=== YOUR OBJECTIVE ===
Copy each of the records exactly.

#### SOURCE MATERIAL

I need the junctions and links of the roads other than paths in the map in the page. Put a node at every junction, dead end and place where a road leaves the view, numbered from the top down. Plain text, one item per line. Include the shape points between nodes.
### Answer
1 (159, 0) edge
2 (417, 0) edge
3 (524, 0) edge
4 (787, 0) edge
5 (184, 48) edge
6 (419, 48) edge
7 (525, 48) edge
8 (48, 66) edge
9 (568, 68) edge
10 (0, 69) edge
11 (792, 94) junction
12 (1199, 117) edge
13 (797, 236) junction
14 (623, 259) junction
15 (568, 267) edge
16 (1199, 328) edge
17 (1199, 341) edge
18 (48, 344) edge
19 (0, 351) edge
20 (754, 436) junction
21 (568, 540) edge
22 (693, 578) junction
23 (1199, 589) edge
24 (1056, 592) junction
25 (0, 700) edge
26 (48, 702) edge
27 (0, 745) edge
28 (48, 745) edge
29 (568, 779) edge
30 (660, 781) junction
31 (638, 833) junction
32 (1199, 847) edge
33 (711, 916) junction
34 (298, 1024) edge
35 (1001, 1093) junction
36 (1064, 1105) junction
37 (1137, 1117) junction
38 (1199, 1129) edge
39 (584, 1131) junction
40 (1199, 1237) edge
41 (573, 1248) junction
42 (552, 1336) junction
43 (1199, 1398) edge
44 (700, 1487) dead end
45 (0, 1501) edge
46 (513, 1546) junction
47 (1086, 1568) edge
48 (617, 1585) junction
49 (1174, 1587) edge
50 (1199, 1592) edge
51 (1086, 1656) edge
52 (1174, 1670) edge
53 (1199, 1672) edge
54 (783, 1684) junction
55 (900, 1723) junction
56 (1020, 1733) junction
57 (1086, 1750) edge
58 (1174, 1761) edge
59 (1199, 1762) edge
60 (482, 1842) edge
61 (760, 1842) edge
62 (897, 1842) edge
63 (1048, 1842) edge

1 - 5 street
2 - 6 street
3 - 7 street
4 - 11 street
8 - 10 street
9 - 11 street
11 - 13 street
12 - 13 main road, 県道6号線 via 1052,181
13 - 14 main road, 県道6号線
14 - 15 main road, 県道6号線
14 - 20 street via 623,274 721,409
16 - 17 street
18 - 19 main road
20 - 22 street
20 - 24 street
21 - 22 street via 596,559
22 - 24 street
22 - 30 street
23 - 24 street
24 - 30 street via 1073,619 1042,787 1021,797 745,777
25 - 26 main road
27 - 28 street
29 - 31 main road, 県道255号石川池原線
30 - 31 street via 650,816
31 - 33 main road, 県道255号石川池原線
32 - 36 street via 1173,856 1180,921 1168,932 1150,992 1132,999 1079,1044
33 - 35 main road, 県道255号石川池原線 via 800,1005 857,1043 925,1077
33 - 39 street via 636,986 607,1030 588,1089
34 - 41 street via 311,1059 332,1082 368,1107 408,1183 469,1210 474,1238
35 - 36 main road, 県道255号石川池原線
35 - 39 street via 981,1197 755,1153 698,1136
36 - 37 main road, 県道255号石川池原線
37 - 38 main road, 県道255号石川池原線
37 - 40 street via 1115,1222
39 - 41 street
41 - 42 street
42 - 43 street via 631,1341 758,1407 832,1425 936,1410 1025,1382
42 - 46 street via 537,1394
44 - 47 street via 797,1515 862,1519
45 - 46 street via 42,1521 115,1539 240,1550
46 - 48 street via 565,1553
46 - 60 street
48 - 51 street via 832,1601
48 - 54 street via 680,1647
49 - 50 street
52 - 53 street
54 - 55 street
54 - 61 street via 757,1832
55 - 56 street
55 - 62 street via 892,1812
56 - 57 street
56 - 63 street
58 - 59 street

########

=== EXERCISE ANSWER ===
I need the junctions and links of the roads other than paths in the map in the page. Put a node at every junction, dead end and place where a road leaves the view, numbered from the top down. Plain text, one item per line. Include the shape points between nodes.
### Answer
1 (159, 0) edge
2 (417, 0) edge
3 (524, 0) edge
4 (787, 0) edge
5 (184, 48) edge
6 (419, 48) edge
7 (525, 48) edge
8 (48, 66) edge
9 (568, 68) edge
10 (0, 69) edge
11 (792, 94) junction
12 (1199, 117) edge
13 (797, 236) junction
14 (623, 259) junction
15 (568, 267) edge
16 (1199, 328) edge
17 (1199, 341) edge
18 (48, 344) edge
19 (0, 351) edge
20 (754, 436) junction
21 (568, 540) edge
22 (693, 578) junction
23 (1199, 589) edge
24 (1056, 592) junction
25 (0, 700) edge
26 (48, 702) edge
27 (0, 745) edge
28 (48, 745) edge
29 (568, 779) edge
30 (660, 781) junction
31 (638, 833) junction
32 (1199, 847) edge
33 (711, 916) junction
34 (298, 1024) edge
35 (1001, 1093) junction
36 (1064, 1105) junction
37 (1137, 1117) junction
38 (1199, 1129) edge
39 (584, 1131) junction
40 (1199, 1237) edge
41 (573, 1248) junction
42 (552, 1336) junction
43 (1199, 1398) edge
44 (700, 1487) dead end
45 (0, 1501) edge
46 (513, 1546) junction
47 (1086, 1568) edge
48 (617, 1585) junction
49 (1174, 1587) edge
50 (1199, 1592) edge
51 (1086, 1656) edge
52 (1174, 1670) edge
53 (1199, 1672) edge
54 (783, 1684) junction
55 (900, 1723) junction
56 (1020, 1733) junction
57 (1086, 1750) edge
58 (1174, 1761) edge
59 (1199, 1762) edge
60 (482, 1842) edge
61 (760, 1842) edge
62 (897, 1842) edge
63 (1048, 1842) edge

1 - 5 street
2 - 6 street
3 - 7 street
4 - 11 street
8 - 10 street
9 - 11 street
11 - 13 street
12 - 13 main road, 県道6号線 via 1052,181
13 - 14 main road, 県道6号線
14 - 15 main road, 県道6号線
14 - 20 street via 623,274 721,409
16 - 17 street
18 - 19 main road
20 - 22 street
20 - 24 street
21 - 22 street via 596,559
22 - 24 street
22 - 30 street
23 - 24 street
24 - 30 street via 1073,619 1042,787 1021,797 745,777
25 - 26 main road
27 - 28 street
29 - 31 main road, 県道255号石川池原線
30 - 31 street via 650,816
31 - 33 main road, 県道255号石川池原線
32 - 36 street via 1173,856 1180,921 1168,932 1150,992 1132,999 1079,1044
33 - 35 main road, 県道255号石川池原線 via 800,1005 857,1043 925,1077
33 - 39 street via 636,986 607,1030 588,1089
34 - 41 street via 311,1059 332,1082 368,1107 408,1183 469,1210 474,1238
35 - 36 main road, 県道255号石川池原線
35 - 39 street via 981,1197 755,1153 698,1136
36 - 37 main road, 県道255号石川池原線
37 - 38 main road, 県道255号石川池原線
37 - 40 street via 1115,1222
39 - 41 street
41 - 42 street
42 - 43 street via 631,1341 758,1407 832,1425 936,1410 1025,1382
42 - 46 street via 537,1394
44 - 47 street via 797,1515 862,1519
45 - 46 street via 42,1521 115,1539 240,1550
46 - 48 street via 565,1553
46 - 60 street
48 - 51 street via 832,1601
48 - 54 street via 680,1647
49 - 50 street
52 - 53 street
54 - 55 street
54 - 61 street via 757,1832
55 - 56 street
55 - 62 street via 892,1812
56 - 57 street
56 - 63 street
58 - 59 street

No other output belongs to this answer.